For each of the 6 lab excercises:
- a jupyter-notebook is provided, which contains the task-description and questions.
- students have to prepare themselves before the exercise-date. For a focused preparation a list of preparation questions is contained in the jupyter-notebook of each exercise. These questions will be asked before the excercise (short oral test).
- the tasks as formulated in the jupyter-notebook must be implemented in the code-cells. Moreover, the the questions must be answered in the jupyter-notebook.
- Important: Even though it is not always explicitly stated, the obtained results must be discussed scientifically: Try to explain the results, document what you find interesting, propose improvements, …This discussion must also be included in the jupyter-notebook.

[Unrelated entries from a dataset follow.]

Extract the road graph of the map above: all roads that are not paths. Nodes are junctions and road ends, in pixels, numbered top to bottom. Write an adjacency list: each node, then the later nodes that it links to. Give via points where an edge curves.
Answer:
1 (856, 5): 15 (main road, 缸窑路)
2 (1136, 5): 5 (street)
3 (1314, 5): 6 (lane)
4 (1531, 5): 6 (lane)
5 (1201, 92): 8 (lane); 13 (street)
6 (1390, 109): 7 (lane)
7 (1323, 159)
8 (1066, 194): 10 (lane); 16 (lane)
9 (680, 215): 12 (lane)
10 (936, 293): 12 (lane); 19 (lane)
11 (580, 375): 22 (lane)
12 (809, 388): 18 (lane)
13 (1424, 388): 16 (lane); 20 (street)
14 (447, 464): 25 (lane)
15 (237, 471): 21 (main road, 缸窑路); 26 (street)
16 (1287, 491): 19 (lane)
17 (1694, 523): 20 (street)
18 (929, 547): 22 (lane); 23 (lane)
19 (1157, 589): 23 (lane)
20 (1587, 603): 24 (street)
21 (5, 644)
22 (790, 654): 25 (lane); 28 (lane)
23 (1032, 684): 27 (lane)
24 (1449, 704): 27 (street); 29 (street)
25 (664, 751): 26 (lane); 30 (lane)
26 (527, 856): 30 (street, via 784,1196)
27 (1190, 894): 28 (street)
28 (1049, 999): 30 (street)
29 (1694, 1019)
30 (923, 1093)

- the prepared jupyter-notebooks (as described in the previous items) must be submitted to the lecturer. Due that for each notebook, is immediately before the start of the next lab-exercise
- Each exercise is marked. The final mark is the average over all 6 marks. The quality of the protocol and the quality of the sporadic test at the start of each exercise determine the marks.
- Unexcused absence yields a submark of 4.7.
Data Analysis and Gender-Age Group Prediction of Mobile Users:
In this exercise data of more than 60000 chinese mobile users is analysed. The data has been published on Kaggle Talking Data Mobile User Demographics. The tasks in this exercise are:
- Calculate overall statistics such as distribution of mobile users over gender-age groups, distribution of used smartphone brands, distribution of app-category-usage
- Analyse single user behavior over time and location
- Preprocess data and extract meaningful features for …
- …prediction of gender and age of mobile users
For this exercise at least two sessions are allocated.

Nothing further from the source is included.